I should say that right now I think IronKey is the best overall available offering but that’s some stiff competition, for them to stay on top they need to really innovate in the software they offer so that they can continue to standout as these other solutions are likely to continue to beet IronKey on cost simply because they don’t do as much and ship in larger volumes.
· Is it just too different? – Today consumer electronic devices are starting to use flash drives as a means to do firmware upgrades in the field, this is great as it means it’s now practical to get the latest software on our TVs and home entertainment devices, the downside with devices like the IronKey is that these devices cannot use the encrypted volume and since no clear volume is provided users may end up feeling “burned” that they spent their good money on this token but can’t use it like their lesser expensive cousins.
· Not functional enough? – Although the first version of the IronKey trounces the competition in breadth right now it’s a little short on depth in some areas, the most notable absence is that of CryptoAPI integration; for those not familiar CryptoAPI is the windows platform for Cryptography and Certificates, the token has all of the “right stuff” as it were but the goal of not requiring admin means extending Windows was not possible, they need to find a graceful way to bridge this gap.
I also would like to see more consumer oriented functionality maybe integration with WinLogon to enable local logon with the IronKey, maybe a local Windows Single Sign-On functionality that would be able to manage passwords for local applications as well as the current web password manager.
There are other possibilities too, like integration with Windows contact manager, maybe roaming user profiles onto the token, integration with the new smartcard root store functionality to carry trust anchors (like the IronKey Browser CA).
· Not secure enough? One of the most significant risks devices like this have is that of pin monitoring (especially on guest systems), the devices use of TLS to protect the passage of the pin from the host PC is great but there is the path between the keyboard and their application that is not protected. Examples include physical key loggers, as well as logical ones.
There are a number of techniques that can be applied to mitigate the risks of key loggers, but all of the ones I can think of right now either require a online service to be available at login (e.g., challenge response like systems), administrative privileges and work to get the pin prompt into session 0 (this does not help with physical key loggers or root kits) or hardware changes.

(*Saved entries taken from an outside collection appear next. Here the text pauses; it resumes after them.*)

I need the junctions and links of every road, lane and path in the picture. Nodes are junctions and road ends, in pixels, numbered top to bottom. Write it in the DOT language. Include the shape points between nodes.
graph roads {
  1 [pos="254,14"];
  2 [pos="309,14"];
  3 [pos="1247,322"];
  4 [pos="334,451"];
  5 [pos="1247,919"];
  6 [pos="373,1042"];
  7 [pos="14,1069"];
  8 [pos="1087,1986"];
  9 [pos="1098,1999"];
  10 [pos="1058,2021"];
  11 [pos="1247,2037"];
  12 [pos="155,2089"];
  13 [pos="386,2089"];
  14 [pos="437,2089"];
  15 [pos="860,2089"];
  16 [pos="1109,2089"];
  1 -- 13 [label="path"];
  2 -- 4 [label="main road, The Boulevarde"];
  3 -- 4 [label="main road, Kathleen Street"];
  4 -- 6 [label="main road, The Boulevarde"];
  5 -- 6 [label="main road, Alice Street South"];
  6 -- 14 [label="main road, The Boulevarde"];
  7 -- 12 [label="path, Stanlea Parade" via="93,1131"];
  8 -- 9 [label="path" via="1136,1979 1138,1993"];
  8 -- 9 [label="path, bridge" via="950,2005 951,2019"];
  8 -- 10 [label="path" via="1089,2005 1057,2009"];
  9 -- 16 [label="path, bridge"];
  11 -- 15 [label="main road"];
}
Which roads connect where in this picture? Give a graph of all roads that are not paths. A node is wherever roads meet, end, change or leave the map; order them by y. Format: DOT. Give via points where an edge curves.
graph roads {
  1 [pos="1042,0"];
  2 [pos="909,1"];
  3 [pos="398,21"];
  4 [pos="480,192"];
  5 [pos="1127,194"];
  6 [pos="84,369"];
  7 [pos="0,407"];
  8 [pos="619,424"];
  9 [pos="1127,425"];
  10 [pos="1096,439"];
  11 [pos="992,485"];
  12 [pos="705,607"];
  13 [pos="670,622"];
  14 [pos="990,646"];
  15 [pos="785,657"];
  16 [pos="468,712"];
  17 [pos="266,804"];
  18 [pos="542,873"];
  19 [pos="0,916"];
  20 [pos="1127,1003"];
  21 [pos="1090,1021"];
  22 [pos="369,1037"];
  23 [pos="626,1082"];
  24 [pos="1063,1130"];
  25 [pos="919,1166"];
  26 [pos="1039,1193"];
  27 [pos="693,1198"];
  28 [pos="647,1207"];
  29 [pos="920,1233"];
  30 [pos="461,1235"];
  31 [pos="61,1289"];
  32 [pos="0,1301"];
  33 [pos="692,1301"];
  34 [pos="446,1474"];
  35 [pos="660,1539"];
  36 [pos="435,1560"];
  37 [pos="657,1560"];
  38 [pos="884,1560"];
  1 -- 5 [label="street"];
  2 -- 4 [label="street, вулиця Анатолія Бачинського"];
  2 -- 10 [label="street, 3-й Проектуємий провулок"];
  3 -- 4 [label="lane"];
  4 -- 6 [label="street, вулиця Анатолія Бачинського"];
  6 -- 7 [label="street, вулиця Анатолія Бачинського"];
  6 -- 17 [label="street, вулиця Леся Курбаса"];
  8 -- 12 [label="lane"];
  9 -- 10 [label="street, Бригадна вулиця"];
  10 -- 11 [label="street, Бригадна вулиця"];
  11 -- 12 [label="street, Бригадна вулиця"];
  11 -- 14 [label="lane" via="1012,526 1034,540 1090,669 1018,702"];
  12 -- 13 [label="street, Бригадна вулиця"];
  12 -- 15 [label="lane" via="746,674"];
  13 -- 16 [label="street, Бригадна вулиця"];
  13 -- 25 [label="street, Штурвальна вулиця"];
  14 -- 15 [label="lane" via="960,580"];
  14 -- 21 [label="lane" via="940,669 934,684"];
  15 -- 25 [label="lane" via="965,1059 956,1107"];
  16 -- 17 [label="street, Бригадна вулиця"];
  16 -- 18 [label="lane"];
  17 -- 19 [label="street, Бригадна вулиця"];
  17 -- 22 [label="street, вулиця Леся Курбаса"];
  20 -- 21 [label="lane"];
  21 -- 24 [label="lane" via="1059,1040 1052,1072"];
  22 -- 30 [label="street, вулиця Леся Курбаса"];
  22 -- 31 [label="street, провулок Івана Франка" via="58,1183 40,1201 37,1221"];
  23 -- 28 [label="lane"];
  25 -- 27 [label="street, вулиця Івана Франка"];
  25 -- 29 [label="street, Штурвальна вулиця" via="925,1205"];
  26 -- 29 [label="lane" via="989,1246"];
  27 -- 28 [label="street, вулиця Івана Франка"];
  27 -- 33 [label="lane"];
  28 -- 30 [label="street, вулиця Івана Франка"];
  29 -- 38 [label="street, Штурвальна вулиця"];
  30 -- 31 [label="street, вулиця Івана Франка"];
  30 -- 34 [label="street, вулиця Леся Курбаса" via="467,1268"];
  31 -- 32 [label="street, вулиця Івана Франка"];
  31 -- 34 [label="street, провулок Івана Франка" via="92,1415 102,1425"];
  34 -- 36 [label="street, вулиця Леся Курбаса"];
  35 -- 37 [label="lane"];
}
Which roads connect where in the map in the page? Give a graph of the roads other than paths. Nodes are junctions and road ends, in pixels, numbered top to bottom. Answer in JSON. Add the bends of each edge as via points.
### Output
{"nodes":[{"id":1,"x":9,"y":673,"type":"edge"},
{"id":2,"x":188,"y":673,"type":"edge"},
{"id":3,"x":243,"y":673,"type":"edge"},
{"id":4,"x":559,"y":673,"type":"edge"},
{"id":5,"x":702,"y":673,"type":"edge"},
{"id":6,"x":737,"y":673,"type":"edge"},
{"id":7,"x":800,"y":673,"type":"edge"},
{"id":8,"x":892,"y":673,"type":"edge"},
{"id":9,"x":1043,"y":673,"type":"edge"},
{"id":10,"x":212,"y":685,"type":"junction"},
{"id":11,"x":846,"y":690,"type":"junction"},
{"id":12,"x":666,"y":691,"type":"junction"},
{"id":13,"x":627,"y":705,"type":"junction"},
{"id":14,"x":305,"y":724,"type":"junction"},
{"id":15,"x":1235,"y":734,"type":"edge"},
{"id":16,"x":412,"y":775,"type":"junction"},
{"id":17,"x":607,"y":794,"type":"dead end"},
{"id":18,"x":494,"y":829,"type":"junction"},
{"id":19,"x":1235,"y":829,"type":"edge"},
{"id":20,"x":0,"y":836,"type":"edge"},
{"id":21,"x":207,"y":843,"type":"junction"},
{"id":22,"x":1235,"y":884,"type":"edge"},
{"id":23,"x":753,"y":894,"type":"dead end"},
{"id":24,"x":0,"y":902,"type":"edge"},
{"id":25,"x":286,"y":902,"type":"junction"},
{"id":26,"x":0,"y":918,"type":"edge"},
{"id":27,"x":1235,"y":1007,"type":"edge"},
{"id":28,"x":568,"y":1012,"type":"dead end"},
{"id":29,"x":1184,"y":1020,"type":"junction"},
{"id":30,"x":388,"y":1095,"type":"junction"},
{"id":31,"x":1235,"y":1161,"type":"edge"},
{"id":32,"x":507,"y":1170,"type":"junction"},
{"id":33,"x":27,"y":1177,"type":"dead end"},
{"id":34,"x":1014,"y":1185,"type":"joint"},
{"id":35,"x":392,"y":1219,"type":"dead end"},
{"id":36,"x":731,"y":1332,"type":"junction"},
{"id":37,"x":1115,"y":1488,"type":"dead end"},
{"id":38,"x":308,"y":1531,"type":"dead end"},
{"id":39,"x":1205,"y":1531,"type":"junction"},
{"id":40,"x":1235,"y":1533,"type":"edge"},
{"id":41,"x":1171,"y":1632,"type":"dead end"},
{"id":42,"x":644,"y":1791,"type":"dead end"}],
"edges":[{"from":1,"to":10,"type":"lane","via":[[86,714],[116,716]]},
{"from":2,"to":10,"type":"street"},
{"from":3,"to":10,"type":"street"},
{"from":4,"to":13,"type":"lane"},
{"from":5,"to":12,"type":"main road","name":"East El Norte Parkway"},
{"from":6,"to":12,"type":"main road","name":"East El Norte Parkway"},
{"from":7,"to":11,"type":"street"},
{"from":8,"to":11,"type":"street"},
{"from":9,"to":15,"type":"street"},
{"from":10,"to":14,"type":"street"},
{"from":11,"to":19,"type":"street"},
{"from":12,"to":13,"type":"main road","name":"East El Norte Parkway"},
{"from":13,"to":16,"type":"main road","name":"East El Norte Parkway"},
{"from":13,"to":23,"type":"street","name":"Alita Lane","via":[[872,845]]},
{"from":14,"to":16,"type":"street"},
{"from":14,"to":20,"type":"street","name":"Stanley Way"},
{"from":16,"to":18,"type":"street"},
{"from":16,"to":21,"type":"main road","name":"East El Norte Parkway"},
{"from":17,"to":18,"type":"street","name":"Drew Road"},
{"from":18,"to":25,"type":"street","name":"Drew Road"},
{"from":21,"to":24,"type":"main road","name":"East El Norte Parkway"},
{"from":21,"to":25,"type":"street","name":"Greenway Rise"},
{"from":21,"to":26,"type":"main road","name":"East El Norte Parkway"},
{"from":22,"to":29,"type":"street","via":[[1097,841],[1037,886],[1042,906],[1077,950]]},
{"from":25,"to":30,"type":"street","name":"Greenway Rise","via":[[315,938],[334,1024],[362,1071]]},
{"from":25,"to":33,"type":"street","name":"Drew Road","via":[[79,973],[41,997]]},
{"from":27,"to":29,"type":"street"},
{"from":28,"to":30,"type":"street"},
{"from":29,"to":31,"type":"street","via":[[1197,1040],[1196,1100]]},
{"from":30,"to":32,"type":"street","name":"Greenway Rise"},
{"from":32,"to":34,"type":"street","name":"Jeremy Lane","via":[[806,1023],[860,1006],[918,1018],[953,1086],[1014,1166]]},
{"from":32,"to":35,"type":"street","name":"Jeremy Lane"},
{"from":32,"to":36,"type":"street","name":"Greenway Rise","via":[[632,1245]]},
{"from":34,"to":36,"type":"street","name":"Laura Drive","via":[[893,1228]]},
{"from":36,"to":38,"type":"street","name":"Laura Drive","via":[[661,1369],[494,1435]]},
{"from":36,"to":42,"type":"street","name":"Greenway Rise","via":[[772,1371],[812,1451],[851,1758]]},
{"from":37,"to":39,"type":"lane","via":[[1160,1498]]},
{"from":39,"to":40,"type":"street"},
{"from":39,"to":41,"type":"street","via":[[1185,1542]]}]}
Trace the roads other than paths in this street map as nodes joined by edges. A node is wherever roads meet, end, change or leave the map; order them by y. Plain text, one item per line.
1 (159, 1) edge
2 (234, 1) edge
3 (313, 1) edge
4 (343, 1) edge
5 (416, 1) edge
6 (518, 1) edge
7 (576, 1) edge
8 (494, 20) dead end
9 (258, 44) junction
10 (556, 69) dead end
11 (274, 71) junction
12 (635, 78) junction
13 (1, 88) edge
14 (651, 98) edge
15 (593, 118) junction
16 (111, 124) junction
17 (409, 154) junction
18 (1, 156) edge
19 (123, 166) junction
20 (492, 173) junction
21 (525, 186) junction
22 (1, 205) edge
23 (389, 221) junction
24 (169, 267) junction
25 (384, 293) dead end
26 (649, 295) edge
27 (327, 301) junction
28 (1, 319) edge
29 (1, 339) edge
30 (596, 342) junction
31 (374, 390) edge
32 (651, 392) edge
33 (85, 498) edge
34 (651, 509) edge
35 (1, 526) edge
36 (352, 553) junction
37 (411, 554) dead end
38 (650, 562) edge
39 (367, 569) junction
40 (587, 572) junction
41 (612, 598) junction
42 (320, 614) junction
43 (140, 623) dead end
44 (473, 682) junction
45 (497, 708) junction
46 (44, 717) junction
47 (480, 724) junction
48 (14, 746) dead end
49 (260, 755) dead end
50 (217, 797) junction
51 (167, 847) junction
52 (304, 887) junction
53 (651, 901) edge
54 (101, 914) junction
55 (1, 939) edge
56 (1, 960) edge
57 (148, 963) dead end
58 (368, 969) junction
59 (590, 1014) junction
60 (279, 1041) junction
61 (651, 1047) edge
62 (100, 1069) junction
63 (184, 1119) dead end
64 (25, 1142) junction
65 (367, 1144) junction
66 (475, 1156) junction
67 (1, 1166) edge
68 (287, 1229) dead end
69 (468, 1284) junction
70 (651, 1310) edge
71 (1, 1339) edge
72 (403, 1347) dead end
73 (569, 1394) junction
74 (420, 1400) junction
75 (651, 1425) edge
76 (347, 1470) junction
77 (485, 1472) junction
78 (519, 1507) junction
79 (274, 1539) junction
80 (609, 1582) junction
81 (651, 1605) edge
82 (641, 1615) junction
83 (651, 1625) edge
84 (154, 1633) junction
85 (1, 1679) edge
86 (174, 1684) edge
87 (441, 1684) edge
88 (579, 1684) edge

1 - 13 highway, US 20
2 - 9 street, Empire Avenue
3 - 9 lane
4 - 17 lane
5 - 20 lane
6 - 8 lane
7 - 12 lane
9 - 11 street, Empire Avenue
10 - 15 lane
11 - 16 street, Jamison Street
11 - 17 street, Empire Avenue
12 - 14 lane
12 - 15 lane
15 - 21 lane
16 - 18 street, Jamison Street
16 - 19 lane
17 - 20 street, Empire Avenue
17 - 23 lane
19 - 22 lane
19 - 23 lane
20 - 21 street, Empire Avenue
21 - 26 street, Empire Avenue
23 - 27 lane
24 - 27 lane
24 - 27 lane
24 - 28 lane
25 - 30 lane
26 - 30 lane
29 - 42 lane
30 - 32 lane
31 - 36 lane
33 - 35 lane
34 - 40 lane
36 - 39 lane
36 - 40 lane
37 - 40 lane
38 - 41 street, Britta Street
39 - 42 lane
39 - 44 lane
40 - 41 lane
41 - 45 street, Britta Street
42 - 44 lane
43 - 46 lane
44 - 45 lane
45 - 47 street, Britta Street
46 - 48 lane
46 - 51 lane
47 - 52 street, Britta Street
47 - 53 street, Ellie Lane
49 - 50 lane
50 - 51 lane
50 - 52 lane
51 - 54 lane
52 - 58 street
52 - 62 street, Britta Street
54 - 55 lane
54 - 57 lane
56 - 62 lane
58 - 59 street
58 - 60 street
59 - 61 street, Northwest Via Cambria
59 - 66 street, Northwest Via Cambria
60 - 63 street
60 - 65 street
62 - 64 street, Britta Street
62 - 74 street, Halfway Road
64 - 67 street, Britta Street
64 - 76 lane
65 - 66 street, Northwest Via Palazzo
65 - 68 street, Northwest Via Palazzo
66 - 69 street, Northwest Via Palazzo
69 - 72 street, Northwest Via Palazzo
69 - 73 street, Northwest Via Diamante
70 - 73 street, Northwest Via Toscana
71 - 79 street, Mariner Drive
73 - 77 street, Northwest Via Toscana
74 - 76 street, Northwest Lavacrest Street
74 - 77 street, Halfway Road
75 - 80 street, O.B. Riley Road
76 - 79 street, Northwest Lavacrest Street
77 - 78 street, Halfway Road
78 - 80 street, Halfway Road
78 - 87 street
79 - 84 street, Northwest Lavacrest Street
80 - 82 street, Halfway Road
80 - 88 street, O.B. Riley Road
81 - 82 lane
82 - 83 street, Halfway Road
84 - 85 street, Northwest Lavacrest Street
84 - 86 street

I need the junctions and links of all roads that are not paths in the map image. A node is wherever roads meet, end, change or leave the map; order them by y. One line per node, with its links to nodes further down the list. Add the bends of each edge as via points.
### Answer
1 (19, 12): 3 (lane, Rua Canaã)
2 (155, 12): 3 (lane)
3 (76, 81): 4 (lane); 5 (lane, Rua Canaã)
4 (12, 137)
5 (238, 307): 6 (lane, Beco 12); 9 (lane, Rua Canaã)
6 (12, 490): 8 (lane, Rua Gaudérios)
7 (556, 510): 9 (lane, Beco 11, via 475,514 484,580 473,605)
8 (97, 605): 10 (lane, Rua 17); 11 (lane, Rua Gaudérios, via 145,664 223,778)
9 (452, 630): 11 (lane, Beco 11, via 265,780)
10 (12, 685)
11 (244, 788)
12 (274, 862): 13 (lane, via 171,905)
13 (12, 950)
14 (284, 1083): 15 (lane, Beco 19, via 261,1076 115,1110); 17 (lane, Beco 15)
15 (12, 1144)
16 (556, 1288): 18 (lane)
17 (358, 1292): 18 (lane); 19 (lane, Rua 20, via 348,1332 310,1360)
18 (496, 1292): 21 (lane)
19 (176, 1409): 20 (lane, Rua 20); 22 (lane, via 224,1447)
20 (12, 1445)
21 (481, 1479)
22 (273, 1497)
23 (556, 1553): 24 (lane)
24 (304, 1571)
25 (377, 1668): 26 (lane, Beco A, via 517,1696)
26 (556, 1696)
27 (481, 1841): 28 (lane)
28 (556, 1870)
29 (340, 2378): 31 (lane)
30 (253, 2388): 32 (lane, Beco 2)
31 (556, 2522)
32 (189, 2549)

· Can you make these things cool? – Now I am a paranoid security guy, so I personally think these things are cool but sadly (or luckily for the rest of the world) most people are not like me, thus there needs to be something about these that make them “cool” for normal people; since I am as far from a expert on cool as there is I can’t tell you what that is but I strongly believe this will be needed for retail success. On a related note there is a Korean company marketing a graphical password scheme to the masses, the ads clearly are marketed at the young “hip” crowd maybe there is a lesson here.
It’s about time I shut up and summarize my experience with the token, I think the IronKey team has done a great job, they have a long road to hoe but they made some good decisions on what to include in their v1 offering as and from my perspective delivered the best available option on the market in for a secure flash device today and as long as they use that platform as the basis for future work and do not orphan the early adopters I think they have a strong chance of success.